Introduction to Benchmarking
In this post, we will be discussing how to benchmark. This will be an experiment on how we can benchmark large amounts of samples (in the billions) using CPU time to measure performance. Also, this experiment is based around 3 approaches, Naive Algorithm, Lookup-based Algorithm, and Fixed-point Algorithm. I will be taking a sample and scaling the sample by multiplying a sample, randomly generated, with a volume factor and storing it into an array. In the next post titled “Benchmarking Results“, there will be a table with the data I have gathered from experimenting with the three algorithms using sample sizes in billions.
Predictions for Each Algorithm
The Naive Algorithm approaches our problem by taking our sample, and multiplying it with the volume factor. This means for each sample, the program will take an int, convert it to a floating point value when doing the multiplication, then converting it back to an int. This algorithm will have to perform these tasks on every sample. I think this will be the slowest algorithm out of the three.
The Lookup-based Algorithm creates a table by multiplying the sample with the volume factor once. Once the table is created, the algorithm will search for the result stored in the table based on the data received. I think this will be the fastest because once the table is created, a search requires no additional operations.
The Fixed-point Algorithm uses a fixed-point mathematical approach rather than a floating-point approach. This means that we are shifting the high bit to the right and removing the low bit to keep the decimal fixed at one point, which is setting the volume factor as an int, rather then a floating point and then doing the multiplication operation on each sample data. This removes the need for converting an int to floating point value then back to an int. I think this would be an alternative to the Naive Algorithm because it removes the conversion of an int to floating point which reduces the the truncate operation.
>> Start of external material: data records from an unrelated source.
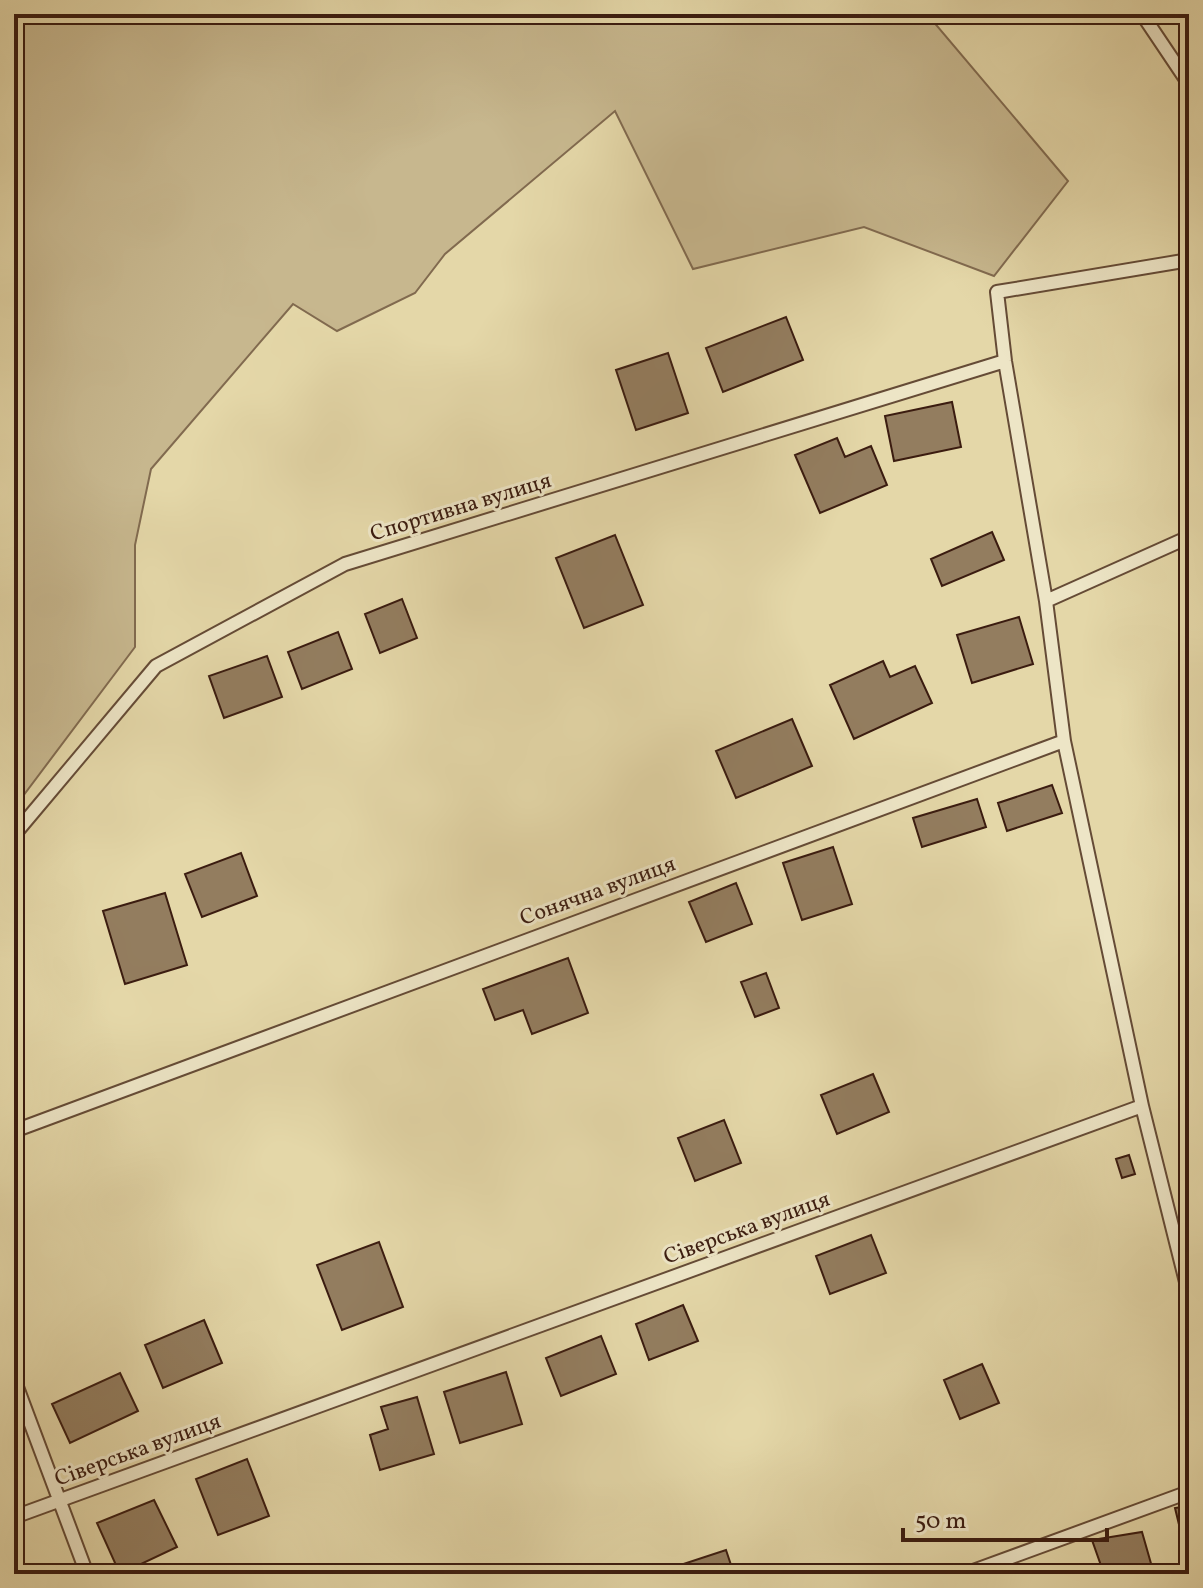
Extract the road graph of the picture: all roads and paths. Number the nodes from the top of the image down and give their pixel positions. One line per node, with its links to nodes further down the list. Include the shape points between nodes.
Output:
1 (1142, 14): 2 (lane)
2 (1189, 84)
3 (1189, 260): 4 (lane, via 997,292)
4 (1005, 361): 6 (lane); 8 (lane, Спортивна вулиця, via 345,564 156,666)
5 (1189, 537): 6 (lane)
6 (1046, 601): 7 (lane)
7 (1064, 741): 9 (lane); 10 (lane, Сонячна вулиця)
8 (14, 835)
9 (1142, 1106): 11 (lane); 14 (lane, Сіверська вулиця)
10 (14, 1131)
11 (1189, 1294)
12 (14, 1379): 14 (lane)
13 (1189, 1492): 17 (lane)
14 (59, 1501): 15 (lane, Сіверська вулиця); 16 (lane)
15 (14, 1517)
16 (87, 1574)
17 (965, 1574)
Challenges – Obtaining the right amount of Samples
To get a good benchmark, the sample sizes cannot be 1 millisecond. A few challenges occurred when trying to select a large enough data set to use as a benchmark, one of which was the storage size of the data type. In the program, we originally had a for loop index try to loop over 4,000,000,000 (4 billion) samples. This caused a segment fault because an int can only hold up to 2,000,000,000 (2 billion). We fixed this by changing the int to an unsigned int. We also tried to increase sample size to 20,000,000,000 (20 billion), which did not work when we had an unsigned int. Although we changed it to a long int, which can hold more then 20 billion, another segment fault occurred, RAM availability. The purpose of this experiment is to find a good enough sample size where we can compare the three algorithms mentioned, thus 4,294,967,295 (max size of unsigned int) samples should be enough.